Of course in the meantime, the bufferbloat webserver has probably taken this delay to be an indication that the client is probably in orbit around the moon and will certainly not try to send the next chunk in a big rush.
So yes, one fix would be to limit your output (or that of all the machines behind the ADSL modem) to slightly less than the upstream bandwidth since you probably cannot have much influence on the FIFO buffer -- my impression was that this buffer might actually be on the far side of the ADSL modem.
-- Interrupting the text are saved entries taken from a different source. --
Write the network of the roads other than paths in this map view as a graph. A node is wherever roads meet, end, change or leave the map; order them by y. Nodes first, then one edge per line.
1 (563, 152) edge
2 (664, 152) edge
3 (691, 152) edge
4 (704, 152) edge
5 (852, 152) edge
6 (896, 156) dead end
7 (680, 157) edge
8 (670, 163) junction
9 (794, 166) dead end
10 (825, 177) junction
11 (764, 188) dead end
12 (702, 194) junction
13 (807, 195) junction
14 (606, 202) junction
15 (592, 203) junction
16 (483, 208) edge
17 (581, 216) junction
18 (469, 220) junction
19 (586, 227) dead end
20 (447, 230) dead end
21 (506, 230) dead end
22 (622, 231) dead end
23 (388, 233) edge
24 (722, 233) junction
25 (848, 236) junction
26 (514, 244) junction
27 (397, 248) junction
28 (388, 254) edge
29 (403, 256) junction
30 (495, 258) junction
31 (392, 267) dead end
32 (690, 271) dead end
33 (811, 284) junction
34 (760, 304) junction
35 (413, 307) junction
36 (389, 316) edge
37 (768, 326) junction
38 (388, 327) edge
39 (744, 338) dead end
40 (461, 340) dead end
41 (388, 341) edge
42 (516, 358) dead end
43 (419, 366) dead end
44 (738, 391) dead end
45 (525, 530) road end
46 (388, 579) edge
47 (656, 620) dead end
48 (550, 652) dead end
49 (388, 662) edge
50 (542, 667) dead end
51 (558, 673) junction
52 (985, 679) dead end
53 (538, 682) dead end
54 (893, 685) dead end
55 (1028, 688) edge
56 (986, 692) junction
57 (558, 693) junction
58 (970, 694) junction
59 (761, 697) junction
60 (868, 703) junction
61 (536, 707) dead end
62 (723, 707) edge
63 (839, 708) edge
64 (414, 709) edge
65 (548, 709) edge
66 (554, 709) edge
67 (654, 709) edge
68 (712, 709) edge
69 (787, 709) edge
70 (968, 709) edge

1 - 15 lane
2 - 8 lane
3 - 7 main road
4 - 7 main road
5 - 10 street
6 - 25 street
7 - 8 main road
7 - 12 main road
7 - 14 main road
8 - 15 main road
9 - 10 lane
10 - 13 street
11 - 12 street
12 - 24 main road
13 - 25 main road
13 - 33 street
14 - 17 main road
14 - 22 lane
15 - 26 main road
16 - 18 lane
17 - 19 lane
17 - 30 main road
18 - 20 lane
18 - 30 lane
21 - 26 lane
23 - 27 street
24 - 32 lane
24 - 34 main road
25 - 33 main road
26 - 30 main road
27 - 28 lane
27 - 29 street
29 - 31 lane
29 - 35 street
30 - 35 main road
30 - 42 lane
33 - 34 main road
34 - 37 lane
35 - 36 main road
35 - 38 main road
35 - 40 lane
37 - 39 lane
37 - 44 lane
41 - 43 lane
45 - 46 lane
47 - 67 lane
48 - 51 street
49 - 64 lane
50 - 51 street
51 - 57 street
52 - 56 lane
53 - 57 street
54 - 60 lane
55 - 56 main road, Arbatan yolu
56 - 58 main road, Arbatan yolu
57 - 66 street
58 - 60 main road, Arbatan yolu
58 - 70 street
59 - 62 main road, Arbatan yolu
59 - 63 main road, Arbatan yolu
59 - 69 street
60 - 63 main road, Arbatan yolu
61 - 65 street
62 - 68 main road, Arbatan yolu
But, when it comes to doing this (or to control the similar thing that happens when being hammered [slashdotted] by excessive incoming traffic, or to police incoming traffic) and your link to the world is not an ADSL modem, but a wireless link -- you have a similar (and perhaps less solvable) problem:
The wireless link is say nice fairly stable 30mbps link but when under [a shared] load it get's a little shaky and drops speed to 20mbps -- do you set your policing/SFQ whatever settings for 30 or 20 (or 10mbps)?
I always (as an AC slashdotter) suspected that these buffers were introduced as a "freedom of speech" impediment to punish "producers/publishers" of information by, by default, destroying their interactivity, voip, surfing, whatever, should they decide to broadcast/publish/share. The buffers were certainly not implemented in the opposite direction because, well, that would interfere with "consuming" bandwidth.
Interesting problems to solve, but I think by bringing the realities of bufferbloat to the "consumer/producers" aka public we can move towards a situation where ISP charges trend towards the transit charges that really more closely reflect the true (non-capital) cost of providing last-mile internet -- really a call to cut out the middleman/ISP and put the bottlenecks back where they belong - (intercontinental/backbone links). :D
[Changing channels] should generally look like a single, continuous stream from the head end at your cable company. [...] Now if by "changing channels" you mean rapidly switching between separate streams from content sources on the Internet, then yes, but on the other hand, most streaming videos are almost invariably not being transmitted live
In other words, streams MUST NOT be live unless the viewer subscribes to a cable television service and the streams have been approved by the operator of such service.
In general, isoch connections should be used for live streams from special events, video chat, VoIP, and a single isoch connection to the head end for anything that resembles IPTV.
This raises the question: should each IPTV user have access to multiple head ends? News and sporting events appear to qualify as "special events" for this purpose, but someone might want to watch news and sports offered by a provider without a specific carriage agreement with the head end owned by your particular ISP. For example, a small or remote provider might offer a live stream. Otherwise, it's cable TV carriage disputes all over again.